At my hometown - during communist times there were quite a lot bedroom communities and when I moved they were deserts economic wise. Right now some of them are quite vibrant -due to somewhat Laissez-faire situation after the fall, a lot of land left by the planners, and because a lot of shady interests built there business districts, bars, restaurants and all other kinds of business. But they were quite dense to begin with - one of the biggest had 300000 people living in 10 square kilometers in Large Panel System buildings. If they were single housing units - there wouldn't have been enough land for anything.

So you need proper planning for everything - to have spare land for any kind of use. The problem is that people really like their single houses and are quite reluctant to change it. And unfortunately YIMBY-sm just doesn't have answer to that.

problem with suburbs is that they don't generate that much economic/tax revenue to support their infrastructure

Is that a problem? I was happy the small town we moved to only provides basic services, police, fire (volunteer), school and plowing in the winter. We've few business and fewer restaruants. Most everyone has a well and septic.

My presumption is that TPTB would find something silly to spend money on given a chance.

That there's a baseline of self reliance is not a 'problem'.

Depends on what infrastructure people want. If everyone has septic tank, you don't need central sewage. If people want central water treatment, but don't want to (or can't) pay the taxes for it, then you have problems. There certainly are examples of sprawling suburbs (or cities with lots of suburban area) that either go into bankruptcy or depend on state/federal bailouts, or where the low-density areas of a city are effectively subsidized by the higher-density ones.

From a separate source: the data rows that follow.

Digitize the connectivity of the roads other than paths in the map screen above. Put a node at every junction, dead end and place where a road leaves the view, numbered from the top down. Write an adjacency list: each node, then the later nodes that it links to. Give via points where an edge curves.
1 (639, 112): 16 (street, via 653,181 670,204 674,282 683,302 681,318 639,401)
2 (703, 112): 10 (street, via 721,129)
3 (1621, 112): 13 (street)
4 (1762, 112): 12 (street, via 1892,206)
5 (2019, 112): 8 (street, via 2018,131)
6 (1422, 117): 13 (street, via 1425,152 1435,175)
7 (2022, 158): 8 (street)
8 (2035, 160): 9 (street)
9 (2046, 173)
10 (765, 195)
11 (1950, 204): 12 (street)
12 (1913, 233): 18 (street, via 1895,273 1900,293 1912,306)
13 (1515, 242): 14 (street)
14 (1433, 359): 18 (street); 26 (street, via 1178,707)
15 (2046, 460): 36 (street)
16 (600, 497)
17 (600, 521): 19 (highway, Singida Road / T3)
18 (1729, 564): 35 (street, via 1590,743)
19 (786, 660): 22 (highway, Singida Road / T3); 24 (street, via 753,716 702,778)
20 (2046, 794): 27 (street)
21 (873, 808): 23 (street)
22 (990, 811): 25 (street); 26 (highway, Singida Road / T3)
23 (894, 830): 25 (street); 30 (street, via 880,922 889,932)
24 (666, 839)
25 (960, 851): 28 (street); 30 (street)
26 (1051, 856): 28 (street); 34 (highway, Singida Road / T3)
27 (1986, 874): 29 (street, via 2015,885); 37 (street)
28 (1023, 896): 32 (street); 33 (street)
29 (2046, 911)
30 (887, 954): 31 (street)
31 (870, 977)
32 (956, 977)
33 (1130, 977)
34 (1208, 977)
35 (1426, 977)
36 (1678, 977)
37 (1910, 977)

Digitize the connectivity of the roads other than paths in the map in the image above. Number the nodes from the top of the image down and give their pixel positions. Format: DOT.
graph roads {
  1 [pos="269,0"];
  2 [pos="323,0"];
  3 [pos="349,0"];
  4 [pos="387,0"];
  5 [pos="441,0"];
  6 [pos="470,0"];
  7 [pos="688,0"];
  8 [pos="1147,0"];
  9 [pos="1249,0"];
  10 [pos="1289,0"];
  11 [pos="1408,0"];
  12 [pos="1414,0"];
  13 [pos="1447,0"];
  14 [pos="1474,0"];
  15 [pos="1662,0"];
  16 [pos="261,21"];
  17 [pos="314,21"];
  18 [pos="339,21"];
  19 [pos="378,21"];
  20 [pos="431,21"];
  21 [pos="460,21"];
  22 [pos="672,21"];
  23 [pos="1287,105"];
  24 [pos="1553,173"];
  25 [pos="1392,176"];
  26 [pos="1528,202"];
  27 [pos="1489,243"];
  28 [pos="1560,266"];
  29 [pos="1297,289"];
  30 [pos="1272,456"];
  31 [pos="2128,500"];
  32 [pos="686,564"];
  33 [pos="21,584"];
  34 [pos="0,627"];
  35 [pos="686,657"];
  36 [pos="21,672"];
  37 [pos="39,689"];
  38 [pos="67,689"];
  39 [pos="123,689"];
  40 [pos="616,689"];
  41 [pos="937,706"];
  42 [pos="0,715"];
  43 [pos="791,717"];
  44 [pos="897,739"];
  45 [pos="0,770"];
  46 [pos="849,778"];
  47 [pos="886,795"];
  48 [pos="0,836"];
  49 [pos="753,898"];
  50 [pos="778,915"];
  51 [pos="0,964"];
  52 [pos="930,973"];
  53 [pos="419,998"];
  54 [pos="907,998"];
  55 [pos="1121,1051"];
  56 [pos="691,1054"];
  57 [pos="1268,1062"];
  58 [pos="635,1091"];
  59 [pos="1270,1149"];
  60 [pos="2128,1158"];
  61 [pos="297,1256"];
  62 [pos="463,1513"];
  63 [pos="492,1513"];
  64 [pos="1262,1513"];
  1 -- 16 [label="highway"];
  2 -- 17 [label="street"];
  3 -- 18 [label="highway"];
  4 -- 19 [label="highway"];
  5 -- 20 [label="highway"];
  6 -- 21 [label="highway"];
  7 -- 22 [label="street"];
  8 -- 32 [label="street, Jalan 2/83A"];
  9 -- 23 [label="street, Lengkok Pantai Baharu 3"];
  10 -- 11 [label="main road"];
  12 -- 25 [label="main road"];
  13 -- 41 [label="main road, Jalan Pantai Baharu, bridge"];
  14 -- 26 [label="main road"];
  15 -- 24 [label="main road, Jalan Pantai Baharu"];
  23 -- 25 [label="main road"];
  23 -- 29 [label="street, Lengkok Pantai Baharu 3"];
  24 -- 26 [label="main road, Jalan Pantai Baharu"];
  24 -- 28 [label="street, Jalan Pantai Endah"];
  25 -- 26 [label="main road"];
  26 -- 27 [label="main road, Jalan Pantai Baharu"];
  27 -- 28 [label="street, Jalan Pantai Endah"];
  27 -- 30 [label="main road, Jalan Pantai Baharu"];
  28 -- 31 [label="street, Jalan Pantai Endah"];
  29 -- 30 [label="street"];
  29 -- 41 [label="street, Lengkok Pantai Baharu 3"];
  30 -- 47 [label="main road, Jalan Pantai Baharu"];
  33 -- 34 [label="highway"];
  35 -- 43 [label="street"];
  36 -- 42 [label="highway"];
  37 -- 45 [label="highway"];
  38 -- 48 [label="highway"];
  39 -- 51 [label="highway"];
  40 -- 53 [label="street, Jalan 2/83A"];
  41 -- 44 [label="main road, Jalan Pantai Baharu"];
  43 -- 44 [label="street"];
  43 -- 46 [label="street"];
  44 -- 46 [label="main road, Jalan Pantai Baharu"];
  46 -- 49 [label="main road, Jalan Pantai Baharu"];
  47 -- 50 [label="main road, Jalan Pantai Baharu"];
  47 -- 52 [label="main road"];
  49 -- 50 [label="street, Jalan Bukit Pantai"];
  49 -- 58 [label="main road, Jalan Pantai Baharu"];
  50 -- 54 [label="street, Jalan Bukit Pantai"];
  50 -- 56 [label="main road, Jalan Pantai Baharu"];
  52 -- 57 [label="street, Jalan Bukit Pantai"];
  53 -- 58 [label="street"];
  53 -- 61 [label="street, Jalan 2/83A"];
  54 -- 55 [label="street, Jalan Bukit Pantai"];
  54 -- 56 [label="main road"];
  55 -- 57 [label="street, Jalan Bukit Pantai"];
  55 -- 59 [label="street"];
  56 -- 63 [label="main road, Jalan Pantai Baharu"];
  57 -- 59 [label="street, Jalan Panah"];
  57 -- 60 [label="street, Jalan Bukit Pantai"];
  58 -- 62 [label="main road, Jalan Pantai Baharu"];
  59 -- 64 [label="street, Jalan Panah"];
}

I think that the issue is that people don't want a small town life in suburbs, they want big city life but with low density. Not that it is not achievable - London was doing quite ok with the row and semi detached houses build around the communities it had devoured, but those houses are tiny and quite densely packed with very small plot of land as the backyard.

That may be true for some. It's not been my experience. I'm happy to have small town life in the exburbs. Big city life is why we moved away from the big city.

It's the central thesis of the "Strong Towns" blog, and it's become gospel by repetition. A look at just about any municipal budget will show you it isn't so.

The Strong Towns champions are all 3x - 5x the size of my small town.

Maybe it doesn't scale.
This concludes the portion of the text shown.